Worst Practices

I'm working on a project where the original authors of the code weren't competent with the tools they chose to use, or the tools that were chosen for them.

The technology involved is BEA Weblogic, Java, Servlets, JSP, HTML, JavaScript, MSSQL.

This is from 1999, and there's no real concept of MVC. Some HTML occurs in the Java instead of the JSP. Part of the business logic is in Java, but more than half happen as SQL stored procedures and functions. Cut-and-pasted blocks of SQL repeat the same task in multiple places with different variables, so if you find a bug in one place, it may be everywhere, and a quick search may not turn it up.

Several bits of that business logic appear to happen by accident. A variable may be returned from a multi-return stored procedure that has been set to a constant at return-time, or may be the value of an uninitialized variable in the SQL that's never used anywhere. Why these weren't set as constants in the Java object, I don't know.

Meanwhile, in using Java, they chose to use as little of the object oriented features as possible. Instead of having an employee, who has a first name, a last name, an id, and so on... they chose to represent groups of employees as rows in two-dimensional arrays with undocumented column names.

Nothing is commented.

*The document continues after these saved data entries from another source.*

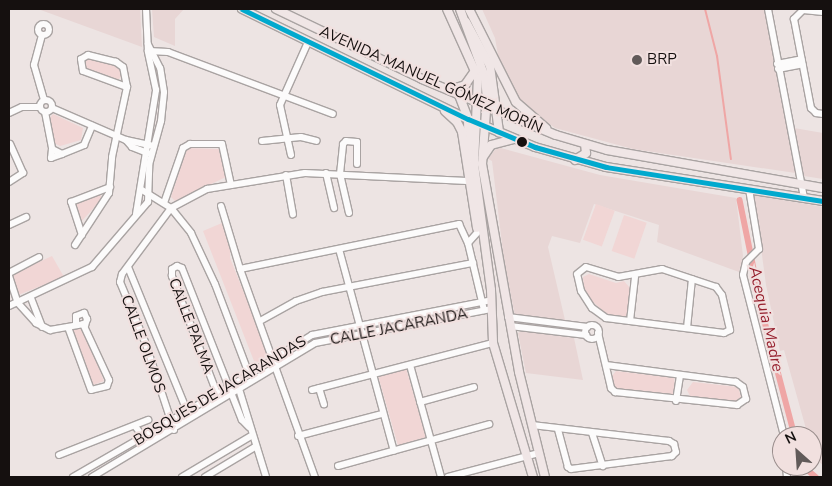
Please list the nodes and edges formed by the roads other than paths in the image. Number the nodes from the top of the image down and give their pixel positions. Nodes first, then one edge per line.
1 (146, 9) edge
2 (242, 9) edge
3 (276, 9) edge
4 (446, 9) edge
5 (456, 9) edge
6 (469, 9) edge
7 (768, 9) edge
8 (461, 12) edge
9 (823, 12) edge
10 (300, 21) junction
11 (323, 32) junction
12 (293, 34) junction
13 (42, 35) dead end
14 (308, 42) junction
15 (150, 49) junction
16 (802, 62) junction
17 (777, 67) junction
18 (476, 69) junction
19 (127, 88) junction
20 (449, 90) junction
21 (284, 95) junction
22 (459, 95) junction
23 (44, 99) junction
24 (433, 102) junction
25 (483, 106) junction
26 (40, 107) junction
27 (52, 108) junction
28 (495, 111) junction
29 (45, 112) junction
30 (9, 113) edge
31 (332, 114) dead end
32 (823, 114) edge
33 (468, 119) junction
34 (480, 124) junction
35 (92, 126) junction
36 (499, 132) junction
37 (556, 135) junction
38 (118, 137) junction
39 (287, 137) junction
40 (516, 139) junction
41 (126, 140) junction
42 (262, 141) dead end
43 (317, 142) dead end
44 (10, 144) dead end
45 (585, 144) junction
46 (150, 145) junction
47 (607, 150) junction
48 (148, 153) junction
49 (291, 156) dead end
50 (575, 160) junction
51 (357, 164) dead end
52 (482, 164) junction
53 (600, 166) junction
54 (326, 173) junction
55 (340, 174) junction
56 (286, 176) junction
57 (467, 181) junction
58 (9, 182) edge
59 (231, 185) junction
60 (801, 185) junction
61 (110, 187) junction
62 (748, 188) junction
63 (823, 188) edge
64 (142, 190) junction
65 (150, 194) junction
66 (804, 198) junction
67 (823, 201) edge
68 (164, 203) junction
69 (221, 206) dead end
70 (171, 208) junction
71 (334, 208) dead end
72 (349, 213) dead end
73 (293, 214) dead end
74 (481, 214) junction
75 (136, 216) junction
76 (26, 217) dead end
77 (9, 225) edge
78 (478, 232) junction
79 (82, 235) junction
80 (493, 238) junction
81 (468, 243) junction
82 (75, 245) dead end
83 (339, 249) junction
84 (39, 258) dead end
85 (473, 263) junction
86 (128, 267) junction
87 (240, 269) junction
88 (9, 274) edge
89 (635, 276) junction
90 (692, 279) junction
91 (489, 280) junction
92 (347, 288) junction
93 (31, 298) junction
94 (492, 300) junction
95 (482, 301) junction
96 (18, 303) junction
97 (9, 306) edge
98 (488, 310) junction
99 (35, 312) junction
100 (28, 315) junction
101 (406, 315) junction
102 (604, 316) junction
103 (508, 317) junction
104 (260, 321) junction
105 (630, 321) junction
106 (359, 324) junction
107 (76, 325) junction
108 (85, 326) junction
109 (205, 326) junction
110 (510, 326) junction
111 (42, 327) junction
112 (68, 327) junction
113 (408, 327) junction
114 (687, 328) junction
115 (193, 331) junction
116 (592, 331) junction
117 (362, 335) junction
118 (158, 337) junction
119 (145, 342) junction
120 (493, 343) junction
121 (273, 358) junction
122 (410, 365) junction
123 (606, 365) junction
124 (276, 366) junction
125 (249, 374) junction
126 (372, 374) junction
127 (680, 376) junction
128 (236, 383) junction
129 (229, 387) junction
130 (474, 387) dead end
131 (319, 388) junction
132 (312, 390) dead end
133 (240, 391) junction
134 (217, 394) junction
135 (232, 395) junction
136 (676, 401) junction
137 (221, 402) junction
138 (420, 402) junction
139 (324, 404) dead end
140 (527, 408) junction
141 (187, 411) junction
142 (514, 411) junction
143 (382, 414) junction
144 (148, 420) dead end
145 (171, 421) junction
146 (489, 424) dead end
147 (138, 425) junction
148 (532, 425) junction
149 (249, 426) junction
150 (781, 426) edge
151 (174, 430) junction
152 (558, 430) junction
153 (592, 433) junction
154 (146, 436) junction
155 (251, 436) junction
156 (298, 436) junction
157 (155, 441) junction
158 (431, 442) junction
159 (254, 447) junction
160 (394, 451) junction
161 (539, 453) junction
162 (59, 456) dead end
163 (111, 456) junction
164 (527, 457) junction
165 (116, 464) junction
166 (338, 466) dead end
167 (603, 466) junction
168 (196, 469) junction
169 (73, 477) edge
170 (92, 477) edge
171 (182, 477) edge
172 (203, 477) edge
173 (266, 477) edge
174 (315, 477) edge
175 (441, 477) edge
176 (448, 477) edge
177 (532, 477) edge
178 (545, 477) edge

1 - 15 street
2 - 12 main road, AVENIDA MANUEL GÓMEZ MORÍN
3 - 10 main road, AVENIDA MANUEL GÓMEZ MORÍN
4 - 18 main road
5 - 8 main road
6 - 37 main road
7 - 17 street
8 - 25 main road
8 - 28 main road
9 - 16 street
10 - 11 main road, AVENIDA MANUEL GÓMEZ MORÍN
10 - 12 main road
11 - 14 main road
11 - 20 main road, AVENIDA MANUEL GÓMEZ MORÍN
12 - 14 main road, AVENIDA MANUEL GÓMEZ MORÍN
13 - 23 street
14 - 21 street
14 - 24 main road, AVENIDA MANUEL GÓMEZ MORÍN
15 - 21 street
15 - 46 street
16 - 17 street
16 - 32 street
17 - 60 street
18 - 20 main road
18 - 25 main road
19 - 19 street
19 - 38 street
20 - 22 main road, AVENIDA MANUEL GÓMEZ MORÍN
21 - 31 street
21 - 39 street
22 - 25 main road, AVENIDA MANUEL GÓMEZ MORÍN
22 - 33 main road
23 - 26 street
23 - 27 street
24 - 33 main road, AVENIDA MANUEL GÓMEZ MORÍN
24 - 57 main road
25 - 28 main road, AVENIDA MANUEL GÓMEZ MORÍN
25 - 34 main road
26 - 29 street
26 - 30 street
27 - 29 street
27 - 35 street
28 - 36 main road
28 - 37 main road, AVENIDA MANUEL GÓMEZ MORÍN
29 - 35 street
33 - 34 main road, AVENIDA MANUEL GÓMEZ MORÍN
33 - 74 main road
34 - 36 main road, AVENIDA MANUEL GÓMEZ MORÍN
34 - 52 main road
34 - 74 main road
35 - 38 street
36 - 40 main road, AVENIDA MANUEL GÓMEZ MORÍN
37 - 45 main road, AVENIDA MANUEL GÓMEZ MORÍN
38 - 41 street
38 - 61 street
39 - 42 street
39 - 43 street
39 - 49 street
40 - 50 main road, AVENIDA MANUEL GÓMEZ MORÍN
40 - 52 main road
41 - 46 street
41 - 48 street
44 - 58 street
45 - 47 main road, AVENIDA MANUEL GÓMEZ MORÍN
45 - 50 main road
46 - 48 street
47 - 53 main road
47 - 60 main road, AVENIDA MANUEL GÓMEZ MORÍN
48 - 64 street
48 - 65 street
50 - 53 main road, AVENIDA MANUEL GÓMEZ MORÍN
51 - 55 street
52 - 80 main road
53 - 62 main road, AVENIDA MANUEL GÓMEZ MORÍN
54 - 55 street
54 - 56 street
54 - 71 street
55 - 57 street
55 - 72 street
56 - 59 street
56 - 73 street
57 - 78 main road
59 - 68 street
59 - 70 street
60 - 63 main road, AVENIDA MANUEL GÓMEZ MORÍN
60 - 66 street
61 - 79 street
61 - 79 street
62 - 66 main road, AVENIDA MANUEL GÓMEZ MORÍN
62 - 150 street
64 - 65 street
64 - 75 street
65 - 68 street
65 - 75 street
66 - 67 main road, AVENIDA MANUEL GÓMEZ MORÍN
68 - 70 street
69 - 87 street
70 - 86 street
70 - 125 street
74 - 80 main road
74 - 91 main road
75 - 93 street
76 - 77 street
78 - 81 street
78 - 91 main road
79 - 82 street
80 - 103 main road
81 - 83 street
81 - 85 street
83 - 87 street
83 - 92 street
84 - 88 street
85 - 92 street
85 - 95 street
86 - 118 street, CALLE OLMOS
86 - 119 street, CALLE OLMOS
87 - 104 street
88 - 96 street
89 - 90 street
89 - 102 street
89 - 105 street
90 - 114 street
90 - 114 street
91 - 94 main road
92 - 104 street
92 - 106 street
93 - 96 street
93 - 99 street
94 - 95 street, BOSQUES DE JACARANDAS
94 - 98 main road
95 - 98 street
95 - 101 street, BOSQUES DE JACARANDAS
96 - 97 street
96 - 100 street
98 - 113 street, CALLE JACARANDA
98 - 120 main road
99 - 100 street
99 - 111 street
100 - 111 street
101 - 106 street, BOSQUES DE JACARANDAS
101 - 113 street
102 - 105 street
102 - 116 street
103 - 110 main road
103 - 116 street
104 - 121 street
105 - 114 street
106 - 117 street
106 - 121 street, BOSQUES DE JACARANDAS
107 - 108 street
107 - 108 street
107 - 112 street
108 - 112 street
109 - 115 street
109 - 115 street, CALLE PALMA
109 - 129 street, CALLE PALMA
110 - 116 street
110 - 140 main road
111 - 112 street
113 - 117 street, CALLE JACARANDA
115 - 134 street, CALLE PALMA
116 - 123 street
117 - 124 street, CALLE JACARANDA
117 - 126 street
118 - 119 street
118 - 141 street, CALLE OLMOS
119 - 145 street, CALLE OLMOS
120 - 122 street
120 - 142 main road
121 - 124 street
121 - 125 street, BOSQUES DE JACARANDAS
122 - 126 street
122 - 138 street
123 - 127 street
123 - 136 street
124 - 133 street, CALLE JACARANDA
124 - 156 street
125 - 128 street, BOSQUES DE JACARANDAS
126 - 131 street
126 - 143 street
127 - 136 street
127 - 136 street
128 - 129 street, BOSQUES DE JACARANDAS
128 - 133 street
129 - 134 street, BOSQUES DE JACARANDAS
129 - 135 street, CALLE PALMA
130 - 138 street
131 - 132 street
131 - 139 street
133 - 135 street, CALLE JACARANDA
133 - 149 street
134 - 137 street, CALLE PALMA
134 - 141 street, BOSQUES DE JACARANDAS
135 - 137 street, CALLE JACARANDA
135 - 149 street, CALLE PALMA
137 - 151 street, CALLE JACARANDA
138 - 158 street
140 - 142 main road
140 - 148 main road
141 - 145 street, BOSQUES DE JACARANDAS
142 - 164 main road
143 - 156 street
143 - 160 street
144 - 147 street
145 - 151 street, CALLE OLMOS
145 - 154 street, BOSQUES DE JACARANDAS
146 - 158 street
147 - 154 street
147 - 162 street
148 - 152 street
148 - 161 main road
149 - 155 street
151 - 157 street, CALLE JACARANDA
152 - 153 street
152 - 167 street
153 - 167 street
153 - 167 street
154 - 157 street
154 - 163 street, BOSQUES DE JACARANDAS
155 - 159 street
155 - 168 street
156 - 174 street
157 - 165 street, CALLE JACARANDA
158 - 160 street
158 - 175 street
159 - 172 street
159 - 173 street
160 - 166 street
161 - 164 street
161 - 178 main road
163 - 165 street
163 - 169 street, BOSQUES DE JACARANDAS
164 - 176 street
164 - 177 main road
165 - 170 street, CALLE JACARANDA
168 - 171 street
168 - 172 street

The primary language of the coders was not English, so the variable names I do have are often misspelled in misleading ways. The variable names in the database are truncated, and often misnamed for what they represent. There is no documentation of what any of the business logic is supposed to do.

The Java itself isn't archaic, it's written in a style I've never seen before. Today, I track back and find out the value of the variable mainPay is always "1", "2", or "3". I stagger across this:
if ( "1".indexOf(mainPay) > -1 )
else if ( "23".indexOf(mainPay) > -1 )


The database isn't normalized, and indeed, isn't planned by someone who understood relational databases. All numbers are stored as strings. Some of the numbers are padded with whitespace, and others aren't, and the distinction is both important and arbitrary. One column that I've found takes user input positive numeric data (1, 2, 3, 4, 5), and stores it as Roman numerals, space-padded to three spaces, but not beyond. However, if one checkbox on screen was selected, the column then stores the character 'Y'.

This is the second ugliest code I've ever worked on, and refactoring doesn't seem to be an option that the management will consider, as we don't have the manpower to do it. I now understand how Cobol was still a problem for Y2K, at least.

My working assumption was that this was done by a group of classic Visual Basic developers who were learning Java as they went, as a VB coder's thought processes would account for most of these problems. The software, given very carefully massaged input, is rock-solid, and I'm astounded every day at how hard these folks must have had to work to get this big of a turd polished to shine on the outside.

1 comment:

Anonymous said...

Thoroughly enjoyable read. I often cringe when I look back at things I did years, and sometimes even months ago, but I'm glad to say I never looked back and saw anything like this.